Careful visualisation with the aid of dye-based chromoendoscopy in the form of LI may play a role in ensuring suspicious areas that can be detected allowing biopsies for confirmation (26,27). Appearing somewhat similar in principle with AA chromoendoscopy, the rationale behind LI is in its reaction with the glycogen, which is abundantly present in the normal stratified squamous epithelial tissue in the oesophagus. This gives rise to an intense brown stain visualised on normal squamous tissue. However, in neoplastic lesions, the glycogen-containing granules within the cell layers diminish. Consequently, LI does not properly “stain” the affected area giving rise to a pale “unstained” appearance (28). In 2008, Shimizu and colleagues introduced the “pink colour sign”, which has shown high sensitivity and specificity (91.9% and 94.0%) for diagnosing high-grade dysplasia and OSCC (Figure 2). This observation assists in the distinction between high and low-grade dysplasia/inflammation as the former gives a more distinct and pinkish hue, while the latter appears pale. An additional 2 to 3 minutes to observe this discoloration is necessary with the authors reporting that false positive LI stained areas (initially with yellow decolouration) could be ignored if they are not pink after this period of observation (29).
Similar to AA, LI has significant diagnostic potential in early cancer detection where targeted biopsies can be facilitated. In addition, a clear demarcation between normal and abnormal margins can be easily delineated enabling planning for endoscopic resection at a later date (30,31). It is not usually recommended to use LI immediately prior to performing Endoscopic Submucosal Dissection (ESD) as the mucosa becomes “wrinkly” and appears to lose some of its “looseness” to the underlying submucosal tissue making it more difficult to perform an ESD. However, some centres continue to use LI as it provides clear delimitation of the resection margins. In this scenario, a lower concentration may be employed (e.g., 1.5%).
Some groups also advocate using sodium thiosulphate solution (STS) as an antidote after marking, prior to the ESD. Spraying of STS after oesophageal chromoendoscopy with LI has been reported to neutralize free iodine. STS is a water-soluble neutral chemical that is prepared by dissolving STS reagent in distilled water in a sterilized condition to a 5% concentration.
Once LI is sprayed through the endoscopic catheter and lesion assessment is completed, the site should be washed with water and then sprayed with STS. The time interval between the application of the iodine and STS sprays is important and should be performed as soon as possible (32).

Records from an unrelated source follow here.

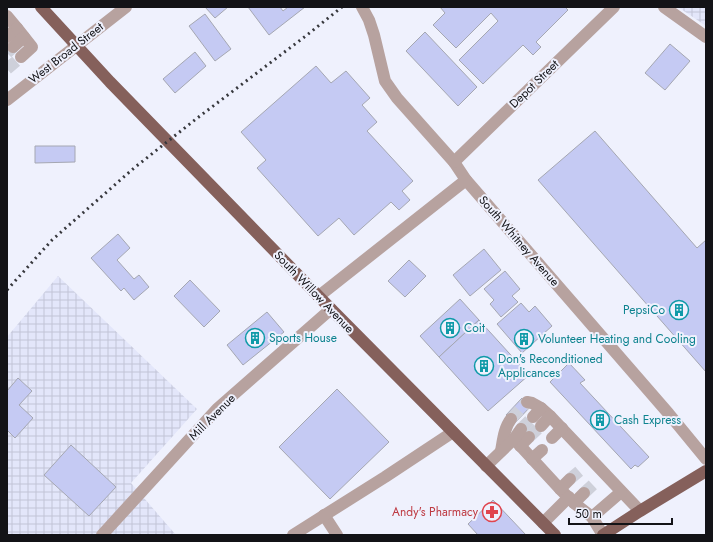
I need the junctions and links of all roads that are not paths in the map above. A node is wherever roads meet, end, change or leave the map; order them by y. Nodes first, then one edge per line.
1 (41, 7) edge
2 (126, 7) edge
3 (362, 7) edge
4 (614, 7) edge
5 (664, 7) edge
6 (7, 16) edge
7 (20, 33) junction
8 (706, 37) edge
9 (77, 45) junction
10 (14, 47) edge
11 (7, 100) edge
12 (454, 162) junction
13 (466, 180) junction
14 (319, 296) junction
15 (331, 309) junction
16 (527, 402) dead end
17 (546, 412) junction
18 (511, 419) tunnel mouth
19 (537, 422) tunnel mouth
20 (562, 428) junction
21 (453, 432) junction
22 (525, 433) tunnel mouth
23 (552, 438) dead end
24 (517, 442) junction
25 (542, 450) dead end
26 (501, 451) junction
27 (532, 459) junction
28 (706, 459) edge
29 (486, 466) junction
30 (706, 471) edge
31 (570, 479) tunnel mouth
32 (560, 489) junction
33 (622, 492) junction
34 (584, 493) tunnel mouth
35 (572, 500) junction
36 (640, 511) junction
37 (324, 515) junction
38 (592, 517) junction
39 (543, 523) junction
40 (102, 535) edge
41 (293, 535) edge
42 (337, 535) edge
43 (555, 535) edge
44 (603, 535) edge

1 - 9 main road, South Willow Avenue
2 - 9 street, West Broad Street
3 - 12 street, South Whitney Avenue
4 - 12 street, Depot Street
5 - 8 street
6 - 7 street
7 - 10 street
7 - 10 street
9 - 11 street, West Broad Street
9 - 14 main road, South Willow Avenue
12 - 13 street, South Whitney Avenue
13 - 14 street
13 - 28 street, South Whitney Avenue
14 - 15 main road, South Willow Avenue
15 - 21 main road, South Willow Avenue
15 - 40 street, Mill Avenue
16 - 17 street
17 - 19 street
17 - 20 street
18 - 26 street
20 - 23 street
20 - 33 street
21 - 29 main road, South Willow Avenue
21 - 37 street
22 - 24 street
24 - 26 street
24 - 27 street
25 - 27 street
26 - 29 street
27 - 32 street
29 - 39 main road, South Willow Avenue
30 - 36 main road
31 - 32 street
32 - 35 street
33 - 36 street
33 - 38 street
34 - 35 street
35 - 38 street
35 - 39 street
36 - 44 main road
37 - 41 street
37 - 42 street
38 - 44 street
39 - 43 main road, South Willow Avenue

Studies designed to analyse the utility of LI chromoendoscopy in OSCC includes detection of suspicious lesions and characterisation in the form of assessing the mucosal extension. In a prospective comparison study, LI was shown to be superior in demarcating areas of oesophageal cancer compared to white light (33). Dawsey and colleagues also found that staining with LI aided the diagnostic potential of dysplastic and cancer lesions (34). The sensitivity to detect OSCC on white light was 62%. This increased to 96% with LI chromoendoscopy. LI could also be used to screen patients with prior aerodigestive tract cancer. In a study undertaken by Tincani and colleagues, LI was able to further pick up another 20% of oesophageal cancers and high-grade dysplastic lesions following detailed white light endoscopic examination. All patients in this cohort had a history of recent head and neck or tracheobronchial squamous cell carcinoma. Similar outcomes were obtained in smaller cohorts by two other groups for high-risk individuals with prior head and neck cancers (35,36).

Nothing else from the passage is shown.